Mojokerto || gayortinews.com – Seperti ramai diberitakan sebelumnya, puluhan warga Dusun Sawoan Desa Sawo Kutorejo pada Jumat (13/9/2024) telah melakukan aksi dengan melarang Alat Berat/Excavator Merk : KOBELCO Model: SK200-10 Serial Number : YN15431750 yang dioperatori Muhamad Aris (38) memasuki lahan wilayah Desa Sawo.
Muhamad Aris (38), operator alat berat (Bego) CV. RF Bersaudara akhirnya resmi melaporkan 31 orang yang diduga secara terang-terangan dan dengan tenaga bersama menggunakan kekerasan terhadap dirinya ke Polres Mojokerto pada Senin pagi (14/10/2024).

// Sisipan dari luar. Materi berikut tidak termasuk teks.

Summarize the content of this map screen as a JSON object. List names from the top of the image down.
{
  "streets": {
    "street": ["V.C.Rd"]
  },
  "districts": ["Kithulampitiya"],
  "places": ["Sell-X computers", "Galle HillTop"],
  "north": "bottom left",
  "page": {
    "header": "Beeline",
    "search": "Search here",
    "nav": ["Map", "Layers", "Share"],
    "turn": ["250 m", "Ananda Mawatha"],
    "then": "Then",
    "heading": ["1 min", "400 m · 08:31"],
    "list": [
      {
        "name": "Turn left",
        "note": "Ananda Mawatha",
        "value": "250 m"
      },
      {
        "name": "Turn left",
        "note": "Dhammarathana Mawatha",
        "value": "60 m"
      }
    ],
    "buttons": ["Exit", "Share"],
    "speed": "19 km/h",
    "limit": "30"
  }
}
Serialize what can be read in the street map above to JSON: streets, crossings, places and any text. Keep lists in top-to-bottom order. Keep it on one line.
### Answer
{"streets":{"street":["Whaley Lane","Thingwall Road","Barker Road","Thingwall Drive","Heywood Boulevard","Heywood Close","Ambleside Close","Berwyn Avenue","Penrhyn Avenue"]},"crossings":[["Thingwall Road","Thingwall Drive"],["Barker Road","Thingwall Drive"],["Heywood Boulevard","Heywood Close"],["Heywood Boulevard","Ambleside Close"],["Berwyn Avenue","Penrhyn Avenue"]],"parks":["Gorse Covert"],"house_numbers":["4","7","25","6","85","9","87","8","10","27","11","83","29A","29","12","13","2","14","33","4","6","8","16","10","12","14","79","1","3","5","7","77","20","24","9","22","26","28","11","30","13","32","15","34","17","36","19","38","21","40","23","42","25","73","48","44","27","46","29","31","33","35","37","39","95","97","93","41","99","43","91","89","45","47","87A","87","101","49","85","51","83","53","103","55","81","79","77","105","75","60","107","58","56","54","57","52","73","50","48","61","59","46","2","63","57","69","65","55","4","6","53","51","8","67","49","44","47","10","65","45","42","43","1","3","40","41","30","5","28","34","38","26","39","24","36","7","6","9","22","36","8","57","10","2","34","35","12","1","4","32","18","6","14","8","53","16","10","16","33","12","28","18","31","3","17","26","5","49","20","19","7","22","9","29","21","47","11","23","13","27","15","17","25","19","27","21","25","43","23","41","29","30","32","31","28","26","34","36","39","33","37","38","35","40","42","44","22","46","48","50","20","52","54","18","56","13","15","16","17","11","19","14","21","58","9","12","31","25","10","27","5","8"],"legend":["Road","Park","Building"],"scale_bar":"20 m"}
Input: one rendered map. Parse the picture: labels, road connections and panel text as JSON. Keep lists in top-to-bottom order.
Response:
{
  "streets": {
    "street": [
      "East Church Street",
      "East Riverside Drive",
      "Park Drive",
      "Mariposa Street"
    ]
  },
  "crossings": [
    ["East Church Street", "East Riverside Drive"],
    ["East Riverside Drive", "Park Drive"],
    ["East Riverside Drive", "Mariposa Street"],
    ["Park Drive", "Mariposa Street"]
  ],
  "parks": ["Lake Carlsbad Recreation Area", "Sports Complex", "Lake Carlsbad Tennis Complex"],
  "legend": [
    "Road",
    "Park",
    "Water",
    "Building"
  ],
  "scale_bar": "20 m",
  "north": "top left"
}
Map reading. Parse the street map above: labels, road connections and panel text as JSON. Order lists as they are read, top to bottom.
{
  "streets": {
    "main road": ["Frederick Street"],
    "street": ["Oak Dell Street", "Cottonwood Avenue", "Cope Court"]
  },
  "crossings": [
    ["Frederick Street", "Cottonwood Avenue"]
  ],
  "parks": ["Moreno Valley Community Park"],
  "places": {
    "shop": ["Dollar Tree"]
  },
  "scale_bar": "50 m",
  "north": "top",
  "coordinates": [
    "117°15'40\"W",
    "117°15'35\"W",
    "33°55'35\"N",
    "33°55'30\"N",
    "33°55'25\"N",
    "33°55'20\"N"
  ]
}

Saat melapor, Muhamad Aris didampingi oleh para saksi yaitu Ifan Susanto dan Akhiyat.
Aris mengatakan “Saya hari ini resmi melaporkan 31 orang , Saya mencari keadilan.
keterangan Aris Saat saya bekerja
mengoperasikan alat berat (Bego) untuk menata dan memperbaiki jalan, tiba-tiba mereka menyerang saya dan alat berat
dengan lemparan batuan dan batu bata sambil berteriak teriak akan membakar dan membunuh saya apabila tidak menghentikan dan mengembalikan alat berat (Bego) keluar dari Desa Sawo.
Lanjut Aris Mereka juga telah mencekik leher dan pinggang saya, hingga tubuh saya terangkat dari permukaan sekitar 50 cm.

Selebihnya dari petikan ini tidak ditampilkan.